The other night, when the kids were all tucked in bed, and the apartment was in complete shambles–sand was scattered all over the wood floors, moist towels on the radiators, and what remained of dinner still floating on the dinning room table–I had this intense feeling of gratitude. It was a new sense of gratitude that I think is reserved for this next grown-up kid phase of motherhood, the motherhood that comes with seven-and-a-half and four. Maybe also a motherhood that happens in the very last years of my 20s (as of last week), a decade during which I was mostly pregnant, delivering babies, or nursing them. I’ve said this before, mentioned this gratitude; but this is different. I am different. We are different. But this intense feeling, it screams, “This is who we are!” This is life: the pain, the beauty, and the warp-speed growth of the last year. In this gratitude, I don’t yearn for something I once had–for the babies my children used to be. This is who I am now, this is what life is now, and I am wholly present in it.
Parenthood can be a lot of grieving, especially watching babies take big-kid shape. And it’s good to mourn each phase as it passes, but not to the extent that we overlook the beauty of what they’re growing into. Lately, this is what I’ve noticed: the way R’s curls have grown out to the middle of her back. Oak’s open heart surgery scar is actually the prettiest thing I’ve ever seen. And when he is alone with me, he speaks so intensely, finishing a story, stutters and all, from beginning until end. Our conversations range from how often we should wash our hands, to how my father died and if cancer is contagious. It is deep. This is what is happening in the now and my body and mind say, “LaTonya, this is who you are! This is good. Hold on.”

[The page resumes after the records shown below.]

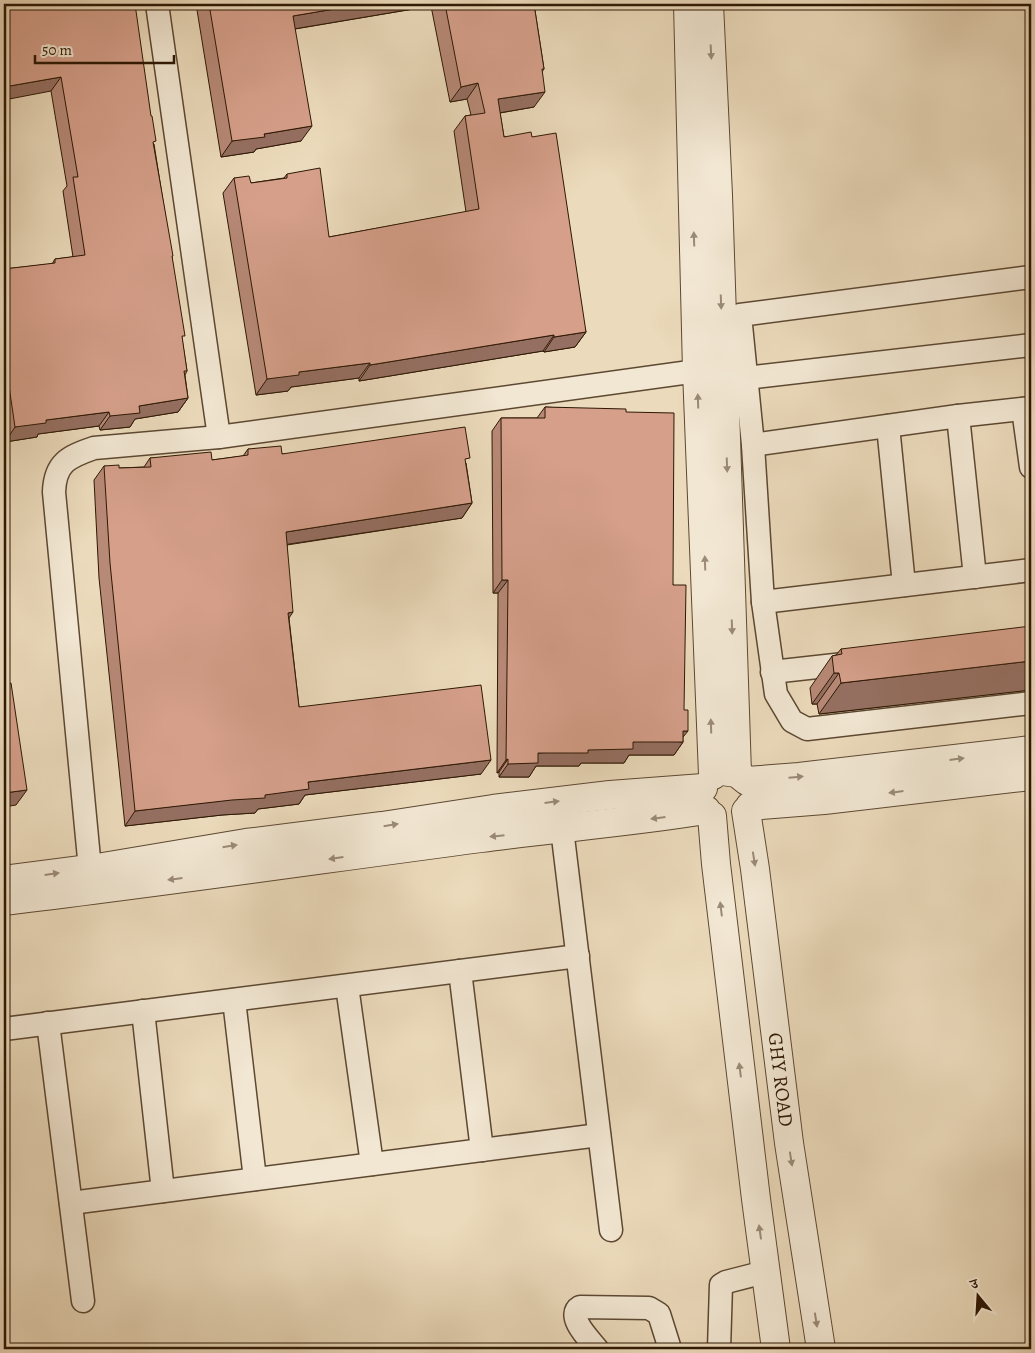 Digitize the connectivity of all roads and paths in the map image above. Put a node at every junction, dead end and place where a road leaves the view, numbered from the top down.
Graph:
1 (157, 4) edge
2 (688, 4) edge
3 (709, 4) edge
4 (1031, 277) edge
5 (1031, 345) edge
6 (697, 371) junction
7 (746, 378) junction
8 (1027, 409) edge
9 (958, 416) junction
10 (888, 426) junction
11 (219, 437) junction
12 (753, 445) junction
13 (1031, 468) edge
14 (1031, 570) edge
15 (975, 577) junction
16 (904, 585) junction
17 (762, 602) junction
18 (878, 660) edge
19 (772, 672) junction
20 (1031, 704) edge
21 (1031, 750) edge
22 (1031, 776) edge
23 (727, 795) junction
24 (562, 829) junction
25 (90, 869) junction
26 (4, 880) edge
27 (4, 901) edge
28 (578, 956) junction
29 (460, 971) junction
30 (347, 986) junction
31 (234, 1000) junction
32 (143, 1012) junction
33 (48, 1023) junction
34 (4, 1029) edge
35 (599, 1135) junction
36 (482, 1150) junction
37 (372, 1164) junction
38 (255, 1179) junction
39 (162, 1191) junction
40 (71, 1203) junction
41 (611, 1230) dead end
42 (766, 1272) junction
43 (83, 1301) dead end
44 (597, 1349) edge
45 (670, 1349) edge
46 (720, 1349) edge
47 (776, 1349) edge
48 (821, 1349) edge

1 - 11 street
6 -> 2 street
3 -> 23 street
4 - 7 street
5 - 7 street
6 - 11 street
23 -> 6 street
7 - 12 street
8 - 9 street
8 - 13 street
9 - 10 street
9 - 15 street
10 - 12 street
10 - 16 street
11 - 25 street
12 - 17 street
14 - 15 street
15 - 16 street
16 - 17 street
17 - 19 street
18 - 19 street
19 - 20 street
23 -> 21 street
22 -> 23 street
23 -> 24 street
25 -> 23 street
42 -> 23 street, GHY ROAD
23 -> 48 street, GHY ROAD
24 -> 27 street
24 - 28 street
26 -> 25 street
28 - 29 street
28 - 35 street
29 - 30 street
29 - 36 street
30 - 31 street
30 - 37 street
31 - 32 street
31 - 38 street
32 - 33 street
32 - 39 street
33 - 34 street
33 - 40 street
35 - 36 street
35 - 41 street
36 - 37 street
37 - 38 street
38 - 39 street
39 - 40 street
40 - 43 street
42 - 46 street
42 - 47 street, GHY ROAD
44 - 45 street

What else to do when it seems like the next seven months are pretty planned out? We are all hypocrites by the end of summer, saying we’re moving slow when we’re really moving fast. We’ve got school coming up, and holidays, and birthdays, and a book, and traveling. Even writing those words, I feel a stiffness creeping up through my neck, gearing up for the busyness and the speed at which time will pass. So the tears come. That night, with them in their beds and everything a mess and sobs welling up in my chest, I stopped and told myself: we’ve still got that small red spot on the map, the one that says, “YOU ARE HERE.” And sometimes “HERE” is a mess; but “HERE” is also who you are, and the chance to be grateful for that.
If you feel like you’re busy mourning what once was, I urge you to note your tiny red pin and really allow yourself to feel what it means. Sure, it is fucking hard. It means looking back and forward at the same time, almost, and that means you can see how you’ve grown, the work you’ve done, and the true depth of what life is.